Stinking Bag of Rancid Crap Joe Lieberman Shoots Crap From His Mouth, and We Liveblog It

Stinking Bag of Rancid Crap Joe Lieberman Shoots Crap From His Mouth, and We Liveblog It

Oh we hate you. We hate you. You are a stinking whining sanctimonious sack of death tampons and pus. You, Joe Lieberman, insult the dignity of roaches. You are a diarrhea diaper. Let's liveblog your pathetic bullshit.

9:42 PM -- Eeewwhooohh, Vinegar Joe is against partisanship ... if it's anti-McCain/Bush.

9:42 PM -- You scum-sucking weasel, you're not a Democrat. You're an opportunist little creep.

9:43 PM -- This is almost to difficult to liveblog.

9:45 PM -- More Bushmill's, please, waitress! Thank you thank you thank you.

9:48 PM -- "God made John McCain, and he is his own man." Then why did God have to make John McCain?

9:48 PM -- Let's point out the things Lieberman loves more than anything, as he whines and wobbles for the adulation of the Republican cultists.

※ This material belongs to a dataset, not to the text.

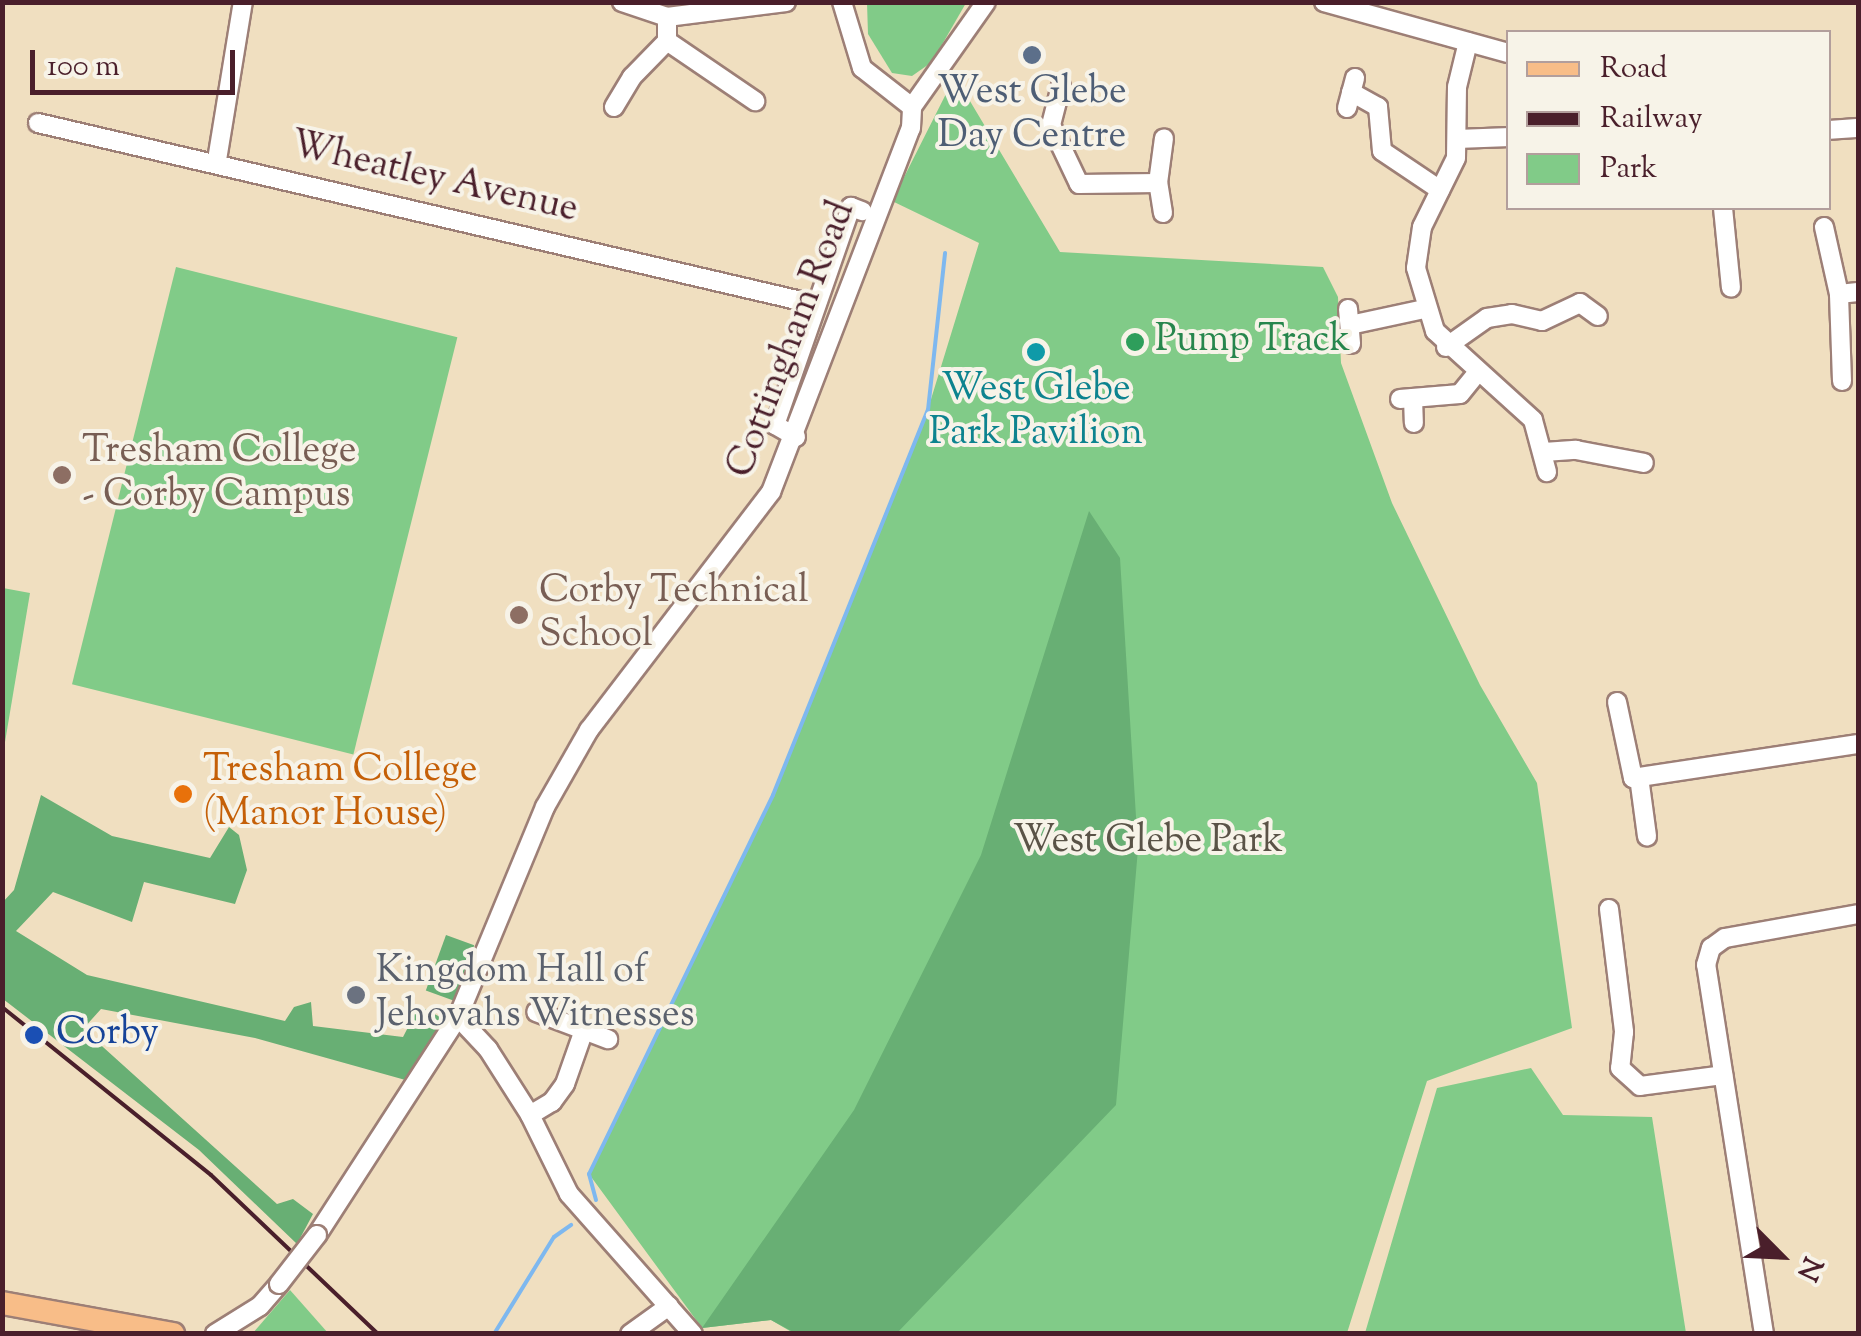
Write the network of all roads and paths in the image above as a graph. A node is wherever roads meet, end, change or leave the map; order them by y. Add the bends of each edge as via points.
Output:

Joe Lieberman loves abortion, liberalism, taxes, and aborting Republicans. As soon as this speech is over, he's going to perform a late-term abortion on Sarah Palin's nine pregnant daughters.

9:51 PM -- "She's taken on the special interests and the political power brokers in Alaska." Ha ha, this is Ted Stevens' special lobbyist who got $127 million in earmarks for her snowbilly suburb in Alaska, through earmarks. She took them on! Sarah Palin took them on in a double-secret way, by representing them all, and taking all their money.

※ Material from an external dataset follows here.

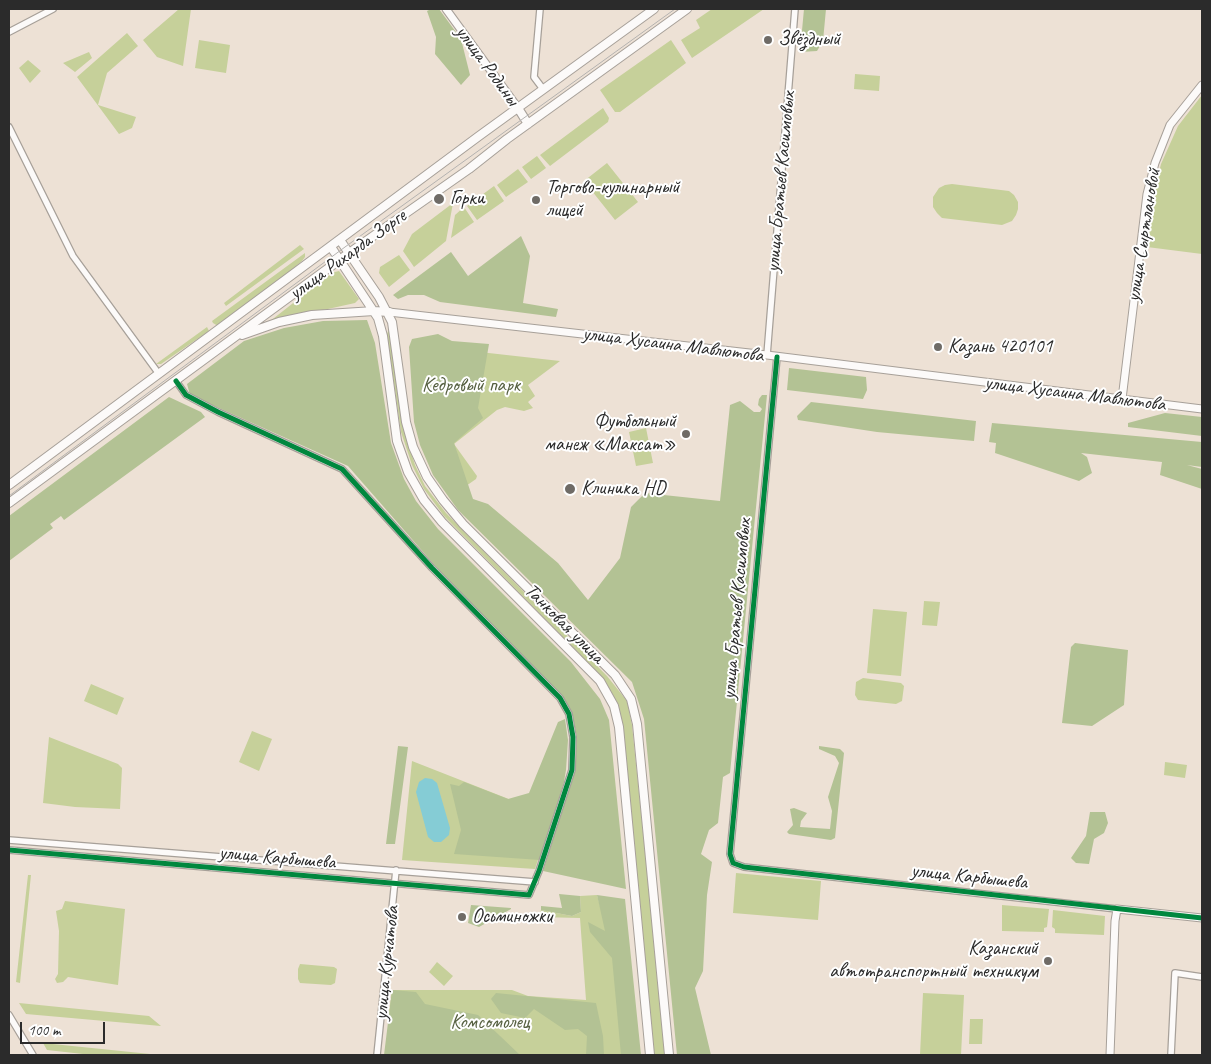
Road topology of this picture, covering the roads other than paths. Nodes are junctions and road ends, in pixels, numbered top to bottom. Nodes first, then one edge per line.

9:53 PM -- OH YOU DUMB FUCKS YOU LEFT A GREEN SCREEN BEHIND LIEBERMAN. A million wacky YouTubes will bloom tomorrow, with all kinds of stupid calamity going on behind Lieberman's dumb speech ... video of him kissing Al Gore, whining about Prince records, and basically being a douche older and uglier than Yoda, minus The Force. Go to it, you nuts!

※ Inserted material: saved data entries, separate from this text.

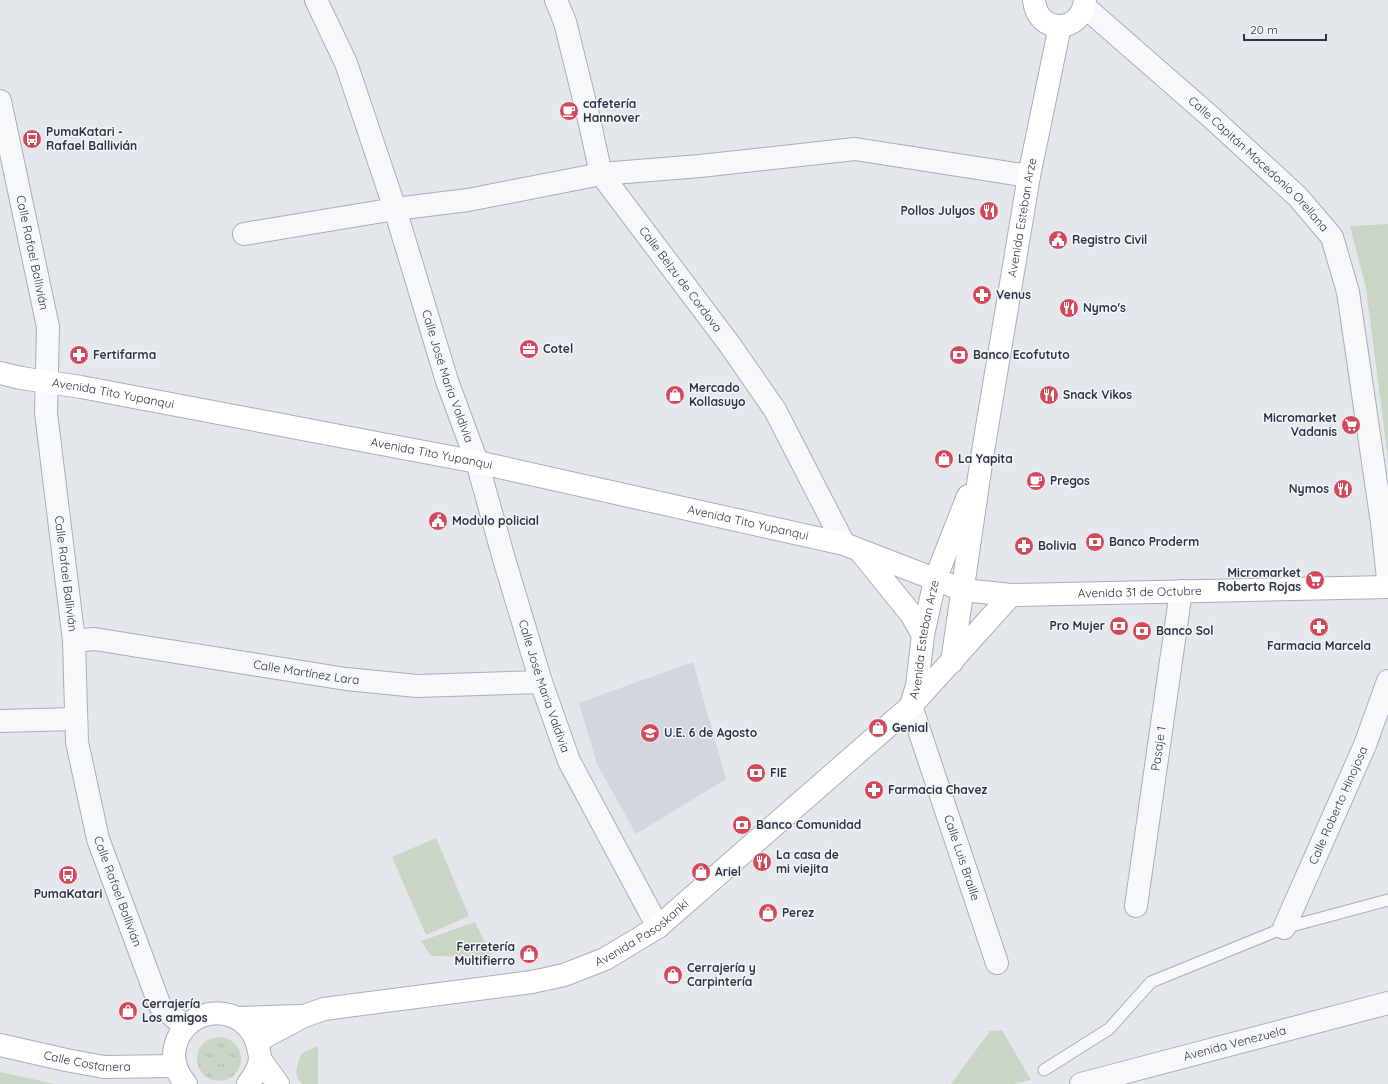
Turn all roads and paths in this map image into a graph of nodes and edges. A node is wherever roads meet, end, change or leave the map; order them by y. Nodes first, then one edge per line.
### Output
1 (316, 0) edge
2 (556, 0) edge
3 (1034, 0) edge
4 (1085, 3) edge
5 (1060, 26) junction
6 (0, 100) edge
7 (601, 174) junction
8 (1029, 176) junction
9 (395, 209) junction
10 (244, 234) dead end
11 (0, 373) edge
12 (48, 382) junction
13 (982, 457) junction
14 (477, 462) junction
15 (852, 547) junction
16 (1388, 579) edge
17 (935, 580) junction
18 (1388, 587) edge
19 (962, 590) junction
20 (1181, 591) junction
21 (1011, 595) junction
22 (923, 635) junction
23 (74, 641) junction
24 (952, 662) junction
25 (1388, 681) edge
26 (541, 682) junction
27 (911, 706) junction
28 (76, 719) junction
29 (0, 721) edge
30 (1388, 900) edge
31 (1136, 906) dead end
32 (658, 927) junction
33 (1284, 928) junction
34 (997, 963) dead end
35 (1388, 1003) edge
36 (304, 1016) junction
37 (237, 1018) junction
38 (185, 1026) junction
39 (0, 1045) edge
40 (258, 1050) junction
41 (1044, 1070) dead end
42 (180, 1075) edge
43 (248, 1084) edge
44 (278, 1084) edge
45 (1081, 1084) edge

1 - 9 street, Calle José Maria Valdivia
2 - 7 street, Calle Belzu de Cordova
3 - 5 main road
4 - 5 main road
4 - 16 street, Calle Capitán Macedonio Orellana
5 - 8 main road, Avenida Esteban Arze
6 - 12 street, Calle Rafael Ballivián
7 - 8 street
7 - 9 street
7 - 15 street, Calle Belzu de Cordova
8 - 13 main road, Avenida Esteban Arze
9 - 10 street
9 - 14 street, Calle José Maria Valdivia
11 - 12 main road, Avenida Tito Yupanqui
12 - 14 main road, Avenida Tito Yupanqui
12 - 23 street, Calle Rafael Ballivián
13 - 17 main road, Avenida Esteban Arze
13 - 19 main road, Avenida Esteban Arze
14 - 15 main road, Avenida Tito Yupanqui
14 - 26 street, Calle José Maria Valdivia
15 - 17 main road, Avenida Tito Yupanqui
15 - 22 main road
17 - 19 main road, Avenida Tito Yupanqui
17 - 22 main road, Avenida Esteban Arze
18 - 20 main road, Avenida 31 de Octubre
19 - 21 main road, Avenida 31 de Octubre
19 - 24 main road, Avenida Esteban Arze
20 - 21 main road, Avenida 31 de Octubre
20 - 31 street, Pasaje 1
21 - 24 main road
22 - 27 main road, Avenida Esteban Arze
23 - 26 street, Calle Martínez Lara
23 - 28 street, Calle Rafael Ballivián
24 - 27 main road, Avenida Esteban Arze
25 - 33 street, Calle Roberto Hinojosa
26 - 32 street, Calle José Maria Valdivia
27 - 32 main road, Avenida Pasoskanki
27 - 34 street, Calle Luis Braille
28 - 29 street
28 - 38 street, Calle Rafael Ballivián
30 - 33 lane
32 - 36 main road, Avenida Pasoskanki
33 - 41 lane
35 - 45 street, Avenida Venezuela
36 - 37 main road, Avenida Pasoskanki
36 - 40 main road, Avenida Pasoskanki
37 - 38 main road
37 - 40 main road
38 - 42 main road
39 - 42 main road, Calle Costanera
40 - 43 main road
40 - 44 main road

9:56 PM -- Please really do these fun YouTube videos.

9:57 PM -- Ha ha, Lieberman has been in the Senate for two decades, and John McCain has been in the Senate and the House for three decades, so these two proud reformers will magically clean up Washington by, uh, pretending they haven't spent their whole lives being crooks in the Washington Crook Farm, against you, the American who has to have a job or whatever.